Python Garbage Collection


The standard Python interpreter (CPython) uses two garbage collectors at once:

  • reference counting
  • generational garbage collection

Reference counting is very simple and efficient, but it has one big drawback - it does not know how to detect circular references. Because of this there is an additional collector in Python called generational GC which monitors objects with potential circular references.

In Python reference counting collector is fundamental and cannot be disabled whereas GC is optional and can be disabled. GC does not work in real time and runs periodically.

Reference counting

When you create an object in Python, the underlying C object has both a Python type (ex. list, dict or function) and a reference count. Python object’s reference count is incremented if the object is referenced and it is decremented when an object is dereferenced. If an object’s reference count is 0, the memory for the object is deallocated.

Ways to increase the reference count for an object

  • assign an object to a variable
  • add an object to a data structure ex. adding to a list or as a property on a class instance
  • pass an object as an argument to the function - in Python concept of passing by assignment is used when function is called. Each argument is assigned to a variable in the function scope which points to the same object as the variable that was passed in.

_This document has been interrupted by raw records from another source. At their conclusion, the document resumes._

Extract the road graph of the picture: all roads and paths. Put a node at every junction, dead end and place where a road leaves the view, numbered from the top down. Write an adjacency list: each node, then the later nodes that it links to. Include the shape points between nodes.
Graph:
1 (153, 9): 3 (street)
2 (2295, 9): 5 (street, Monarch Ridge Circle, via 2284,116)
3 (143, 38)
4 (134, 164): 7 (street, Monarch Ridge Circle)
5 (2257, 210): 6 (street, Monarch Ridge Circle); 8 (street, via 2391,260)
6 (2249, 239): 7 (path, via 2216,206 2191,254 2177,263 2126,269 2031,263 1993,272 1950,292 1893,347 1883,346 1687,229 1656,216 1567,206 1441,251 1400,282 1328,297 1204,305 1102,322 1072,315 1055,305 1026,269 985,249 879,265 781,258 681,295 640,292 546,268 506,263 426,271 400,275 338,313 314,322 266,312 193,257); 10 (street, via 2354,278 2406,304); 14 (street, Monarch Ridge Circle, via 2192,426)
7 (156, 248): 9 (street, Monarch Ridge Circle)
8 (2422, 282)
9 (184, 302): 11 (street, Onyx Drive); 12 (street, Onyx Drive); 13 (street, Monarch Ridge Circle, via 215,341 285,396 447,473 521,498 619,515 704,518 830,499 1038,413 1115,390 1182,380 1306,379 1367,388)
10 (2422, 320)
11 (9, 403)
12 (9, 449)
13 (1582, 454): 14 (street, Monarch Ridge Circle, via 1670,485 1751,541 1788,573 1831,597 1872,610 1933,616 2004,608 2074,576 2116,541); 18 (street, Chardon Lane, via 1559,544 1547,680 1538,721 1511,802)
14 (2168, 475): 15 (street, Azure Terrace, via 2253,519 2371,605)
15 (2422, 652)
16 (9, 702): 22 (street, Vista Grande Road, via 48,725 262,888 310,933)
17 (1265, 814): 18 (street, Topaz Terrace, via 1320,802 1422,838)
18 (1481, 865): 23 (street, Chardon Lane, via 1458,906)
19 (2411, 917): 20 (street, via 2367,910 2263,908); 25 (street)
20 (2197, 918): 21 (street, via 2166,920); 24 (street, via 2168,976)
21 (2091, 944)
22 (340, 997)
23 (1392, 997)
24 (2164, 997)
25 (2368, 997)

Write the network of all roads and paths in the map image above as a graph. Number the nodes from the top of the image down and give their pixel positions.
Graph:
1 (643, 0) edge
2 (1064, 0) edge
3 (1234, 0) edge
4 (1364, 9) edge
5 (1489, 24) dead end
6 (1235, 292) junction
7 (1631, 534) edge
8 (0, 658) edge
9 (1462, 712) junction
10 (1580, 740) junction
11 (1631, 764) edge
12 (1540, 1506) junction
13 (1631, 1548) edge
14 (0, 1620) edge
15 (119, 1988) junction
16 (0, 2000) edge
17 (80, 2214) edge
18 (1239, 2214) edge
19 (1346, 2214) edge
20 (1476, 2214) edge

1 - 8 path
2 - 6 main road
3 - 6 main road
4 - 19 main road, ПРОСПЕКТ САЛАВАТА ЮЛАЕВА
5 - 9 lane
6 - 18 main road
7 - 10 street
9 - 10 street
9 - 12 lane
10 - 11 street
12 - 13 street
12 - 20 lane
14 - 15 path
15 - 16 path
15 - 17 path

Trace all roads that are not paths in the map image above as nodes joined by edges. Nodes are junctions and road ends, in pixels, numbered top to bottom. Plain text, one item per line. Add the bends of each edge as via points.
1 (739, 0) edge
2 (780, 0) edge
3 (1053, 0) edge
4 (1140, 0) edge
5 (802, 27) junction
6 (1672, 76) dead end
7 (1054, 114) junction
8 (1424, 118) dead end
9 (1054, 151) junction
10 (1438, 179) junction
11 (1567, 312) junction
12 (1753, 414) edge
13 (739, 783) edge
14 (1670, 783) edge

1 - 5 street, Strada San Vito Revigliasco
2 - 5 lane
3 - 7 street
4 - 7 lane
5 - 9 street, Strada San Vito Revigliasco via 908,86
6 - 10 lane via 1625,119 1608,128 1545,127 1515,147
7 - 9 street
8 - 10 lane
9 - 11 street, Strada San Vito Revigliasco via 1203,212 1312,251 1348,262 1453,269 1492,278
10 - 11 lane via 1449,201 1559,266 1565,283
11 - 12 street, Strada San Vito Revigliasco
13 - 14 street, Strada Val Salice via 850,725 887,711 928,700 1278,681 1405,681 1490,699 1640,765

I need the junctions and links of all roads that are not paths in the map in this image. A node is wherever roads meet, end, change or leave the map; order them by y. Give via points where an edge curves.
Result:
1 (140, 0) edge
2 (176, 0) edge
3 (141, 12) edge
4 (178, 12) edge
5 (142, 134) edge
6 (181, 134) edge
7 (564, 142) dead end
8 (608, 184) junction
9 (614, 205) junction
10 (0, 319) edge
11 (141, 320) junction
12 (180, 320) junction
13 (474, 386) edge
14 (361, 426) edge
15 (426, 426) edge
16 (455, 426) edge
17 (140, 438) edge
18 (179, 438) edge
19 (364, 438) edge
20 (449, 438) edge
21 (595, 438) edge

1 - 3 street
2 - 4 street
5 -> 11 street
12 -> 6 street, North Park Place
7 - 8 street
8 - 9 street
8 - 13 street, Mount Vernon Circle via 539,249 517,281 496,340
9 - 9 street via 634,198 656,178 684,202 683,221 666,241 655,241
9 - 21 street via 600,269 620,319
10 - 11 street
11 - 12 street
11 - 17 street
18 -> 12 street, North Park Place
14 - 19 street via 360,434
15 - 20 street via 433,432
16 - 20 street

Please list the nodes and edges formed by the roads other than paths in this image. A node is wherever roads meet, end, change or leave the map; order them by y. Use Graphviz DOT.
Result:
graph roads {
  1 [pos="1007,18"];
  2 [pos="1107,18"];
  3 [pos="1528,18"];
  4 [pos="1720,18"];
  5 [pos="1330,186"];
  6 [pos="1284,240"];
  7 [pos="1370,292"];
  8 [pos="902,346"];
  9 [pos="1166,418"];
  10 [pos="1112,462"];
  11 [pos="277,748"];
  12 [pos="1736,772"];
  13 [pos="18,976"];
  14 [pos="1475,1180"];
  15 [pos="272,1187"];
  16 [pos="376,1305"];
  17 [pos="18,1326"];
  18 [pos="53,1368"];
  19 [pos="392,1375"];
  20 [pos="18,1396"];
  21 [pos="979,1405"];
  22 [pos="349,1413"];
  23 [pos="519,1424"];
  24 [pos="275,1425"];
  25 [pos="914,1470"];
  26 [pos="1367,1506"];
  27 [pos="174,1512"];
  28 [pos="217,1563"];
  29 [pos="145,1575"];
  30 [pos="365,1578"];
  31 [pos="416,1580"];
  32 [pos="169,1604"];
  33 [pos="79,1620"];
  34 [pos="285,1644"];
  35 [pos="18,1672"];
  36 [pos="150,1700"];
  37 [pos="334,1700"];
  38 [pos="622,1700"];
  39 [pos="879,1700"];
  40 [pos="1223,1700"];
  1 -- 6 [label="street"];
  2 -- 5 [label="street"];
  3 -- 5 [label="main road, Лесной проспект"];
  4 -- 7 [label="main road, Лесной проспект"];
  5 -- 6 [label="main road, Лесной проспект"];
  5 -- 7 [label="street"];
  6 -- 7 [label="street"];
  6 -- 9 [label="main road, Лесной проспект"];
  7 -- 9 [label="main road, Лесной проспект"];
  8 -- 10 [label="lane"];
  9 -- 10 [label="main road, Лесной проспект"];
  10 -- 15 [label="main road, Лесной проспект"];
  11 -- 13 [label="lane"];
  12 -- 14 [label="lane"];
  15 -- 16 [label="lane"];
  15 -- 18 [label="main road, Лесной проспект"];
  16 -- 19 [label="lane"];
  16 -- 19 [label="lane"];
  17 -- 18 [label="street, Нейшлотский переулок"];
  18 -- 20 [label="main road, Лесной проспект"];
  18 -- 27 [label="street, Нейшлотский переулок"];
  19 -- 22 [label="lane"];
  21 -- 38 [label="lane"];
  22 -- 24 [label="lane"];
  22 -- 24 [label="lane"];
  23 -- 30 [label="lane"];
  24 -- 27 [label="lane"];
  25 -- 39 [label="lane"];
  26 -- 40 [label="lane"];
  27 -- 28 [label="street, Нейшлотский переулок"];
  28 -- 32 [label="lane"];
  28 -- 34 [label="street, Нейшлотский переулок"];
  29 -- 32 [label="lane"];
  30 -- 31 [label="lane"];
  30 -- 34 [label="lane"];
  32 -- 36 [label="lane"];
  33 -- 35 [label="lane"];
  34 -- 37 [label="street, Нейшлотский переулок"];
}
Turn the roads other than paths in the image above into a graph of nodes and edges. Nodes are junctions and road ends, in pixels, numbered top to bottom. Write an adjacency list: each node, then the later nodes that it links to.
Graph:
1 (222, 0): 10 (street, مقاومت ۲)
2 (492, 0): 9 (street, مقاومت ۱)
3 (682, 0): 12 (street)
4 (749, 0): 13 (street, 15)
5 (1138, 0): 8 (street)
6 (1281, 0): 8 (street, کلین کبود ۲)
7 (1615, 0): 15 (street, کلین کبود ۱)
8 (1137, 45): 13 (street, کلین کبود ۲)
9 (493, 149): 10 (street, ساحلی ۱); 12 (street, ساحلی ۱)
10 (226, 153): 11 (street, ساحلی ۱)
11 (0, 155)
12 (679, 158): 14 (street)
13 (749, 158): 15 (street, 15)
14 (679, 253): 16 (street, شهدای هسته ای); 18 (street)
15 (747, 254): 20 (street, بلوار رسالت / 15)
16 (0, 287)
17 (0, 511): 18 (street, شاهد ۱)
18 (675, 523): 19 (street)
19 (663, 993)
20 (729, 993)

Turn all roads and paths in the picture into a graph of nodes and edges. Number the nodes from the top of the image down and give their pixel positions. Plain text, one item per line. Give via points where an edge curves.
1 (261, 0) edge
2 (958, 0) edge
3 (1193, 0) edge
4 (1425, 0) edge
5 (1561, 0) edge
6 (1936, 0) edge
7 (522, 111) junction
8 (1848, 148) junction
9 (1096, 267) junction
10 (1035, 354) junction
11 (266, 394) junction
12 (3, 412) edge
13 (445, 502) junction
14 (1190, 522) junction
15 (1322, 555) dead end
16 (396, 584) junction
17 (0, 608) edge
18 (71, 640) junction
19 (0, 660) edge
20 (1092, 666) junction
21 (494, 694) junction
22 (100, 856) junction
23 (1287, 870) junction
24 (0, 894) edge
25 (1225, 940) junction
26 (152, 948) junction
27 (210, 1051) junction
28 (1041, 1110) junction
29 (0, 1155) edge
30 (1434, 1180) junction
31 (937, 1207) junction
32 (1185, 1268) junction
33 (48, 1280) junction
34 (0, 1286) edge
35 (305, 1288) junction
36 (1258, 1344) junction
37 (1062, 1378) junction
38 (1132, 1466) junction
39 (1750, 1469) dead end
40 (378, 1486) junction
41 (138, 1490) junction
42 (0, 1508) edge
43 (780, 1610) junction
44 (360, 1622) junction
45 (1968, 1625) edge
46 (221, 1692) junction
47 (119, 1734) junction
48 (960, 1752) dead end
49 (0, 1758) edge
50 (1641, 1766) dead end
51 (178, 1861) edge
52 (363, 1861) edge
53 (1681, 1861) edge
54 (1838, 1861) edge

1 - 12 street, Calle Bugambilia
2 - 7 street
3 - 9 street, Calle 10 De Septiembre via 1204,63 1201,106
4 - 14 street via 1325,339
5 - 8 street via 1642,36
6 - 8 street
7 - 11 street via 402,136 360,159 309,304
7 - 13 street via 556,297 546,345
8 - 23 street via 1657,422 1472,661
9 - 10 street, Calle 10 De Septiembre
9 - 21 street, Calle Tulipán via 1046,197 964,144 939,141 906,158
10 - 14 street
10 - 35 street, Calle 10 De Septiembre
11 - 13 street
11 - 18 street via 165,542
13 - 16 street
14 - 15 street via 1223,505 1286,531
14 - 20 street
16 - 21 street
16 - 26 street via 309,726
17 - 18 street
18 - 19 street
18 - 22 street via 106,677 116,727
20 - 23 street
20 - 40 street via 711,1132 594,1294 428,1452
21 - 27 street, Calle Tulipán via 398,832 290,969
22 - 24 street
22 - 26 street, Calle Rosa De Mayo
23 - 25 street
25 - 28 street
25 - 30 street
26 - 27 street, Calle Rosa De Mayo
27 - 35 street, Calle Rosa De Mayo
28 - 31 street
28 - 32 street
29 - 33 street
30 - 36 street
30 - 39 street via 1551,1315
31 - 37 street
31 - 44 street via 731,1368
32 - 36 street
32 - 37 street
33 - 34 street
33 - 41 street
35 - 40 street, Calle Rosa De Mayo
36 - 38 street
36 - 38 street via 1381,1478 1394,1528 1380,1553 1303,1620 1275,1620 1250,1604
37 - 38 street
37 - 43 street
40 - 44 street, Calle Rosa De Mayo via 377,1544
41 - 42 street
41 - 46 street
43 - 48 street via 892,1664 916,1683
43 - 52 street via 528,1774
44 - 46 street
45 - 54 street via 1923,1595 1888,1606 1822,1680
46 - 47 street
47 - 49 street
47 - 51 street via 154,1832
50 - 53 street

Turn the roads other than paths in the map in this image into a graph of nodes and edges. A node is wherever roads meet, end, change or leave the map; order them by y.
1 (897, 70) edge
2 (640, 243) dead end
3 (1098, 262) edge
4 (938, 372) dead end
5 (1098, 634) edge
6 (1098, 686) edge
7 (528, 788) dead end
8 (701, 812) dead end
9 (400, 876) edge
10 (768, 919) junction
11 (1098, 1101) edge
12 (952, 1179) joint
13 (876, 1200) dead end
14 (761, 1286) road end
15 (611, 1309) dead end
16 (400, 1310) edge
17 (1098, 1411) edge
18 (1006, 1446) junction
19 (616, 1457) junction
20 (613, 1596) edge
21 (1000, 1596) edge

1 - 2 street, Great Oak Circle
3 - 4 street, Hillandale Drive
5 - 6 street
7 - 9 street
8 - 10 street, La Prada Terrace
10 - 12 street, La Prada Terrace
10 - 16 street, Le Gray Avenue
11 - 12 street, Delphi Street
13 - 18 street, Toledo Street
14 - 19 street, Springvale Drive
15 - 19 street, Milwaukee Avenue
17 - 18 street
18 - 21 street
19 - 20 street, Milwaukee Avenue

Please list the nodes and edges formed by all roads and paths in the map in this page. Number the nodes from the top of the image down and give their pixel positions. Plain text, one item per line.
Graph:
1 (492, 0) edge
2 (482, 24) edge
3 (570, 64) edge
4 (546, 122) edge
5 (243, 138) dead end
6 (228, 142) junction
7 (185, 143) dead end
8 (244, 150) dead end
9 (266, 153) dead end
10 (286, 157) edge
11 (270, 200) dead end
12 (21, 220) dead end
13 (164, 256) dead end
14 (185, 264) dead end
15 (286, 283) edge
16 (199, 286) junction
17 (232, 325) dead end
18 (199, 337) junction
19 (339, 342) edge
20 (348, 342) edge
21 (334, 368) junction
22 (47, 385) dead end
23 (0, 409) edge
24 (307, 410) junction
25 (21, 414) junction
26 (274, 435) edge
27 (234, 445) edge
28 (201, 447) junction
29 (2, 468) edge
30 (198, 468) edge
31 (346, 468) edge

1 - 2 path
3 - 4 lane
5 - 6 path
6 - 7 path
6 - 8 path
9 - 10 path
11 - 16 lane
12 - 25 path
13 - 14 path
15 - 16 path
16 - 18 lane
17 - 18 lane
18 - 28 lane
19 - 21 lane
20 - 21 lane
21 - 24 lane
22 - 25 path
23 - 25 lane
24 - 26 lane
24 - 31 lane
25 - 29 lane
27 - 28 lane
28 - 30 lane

You can use the sys module from the Python standard library to check reference counts for a particular object.

import sys
a = "my string"
sys.getrefcount(a) #gives 2

There are two references of our variable a. One is from creating the variable. The second is when we pass the variable a to the sys.getrefcount() function. Adding the variable to a data structure ex. list/dictionary etc, will increase reference count.

Generational garbage collection

class MyClass(object):
	pass
a = MyClass()
a.obj = a
del a

By deleting the instance, it’s no longer accessible in our program, but Python didn’t destroy the instance from memory. The instance doesn’t have a reference count of zero because it has a reference to itself. We call this type of problem a circular reference and you can’t solve it by reference counting. The gc exists only to detect and free circular references.

The garbage collector divides all objects into 3 generations. New objects are included in the first generation. If the new object survives the garbage collection process, then it is moved to the next generation. The higher the generation, the less often it is scanned for garbage. GC detects and breaks circular references by identifying unreachable objects through a process known as mark and sweep.

The mark and sweep algorithm works in two phases. In the mark phase, it traverses the object graph starting from the root objects and marks all the reachable objects. In the sweep phase, it deallocates the memory of the unmarked objects.

Each generation has:

  • special counter - stores the number of allocations minus the number of deallocations
  • threshold for number of objects - if the number of objects exceeds that threshold, the garbage collector will trigger a collection process

You may change the behavior of the generational garbage collector in your Python program. This includes changing the thresholds for triggering a garbage collection process. Additionally, you can manually trigger a garbage collection process or disable the garbage collection process altogether.

Python 3.12 introduces a new concept called immortal objects that their reference count doesn’t change. Python interpreter can now skip reference counting for some objects that live until the Python process terminates ex for None  True and False.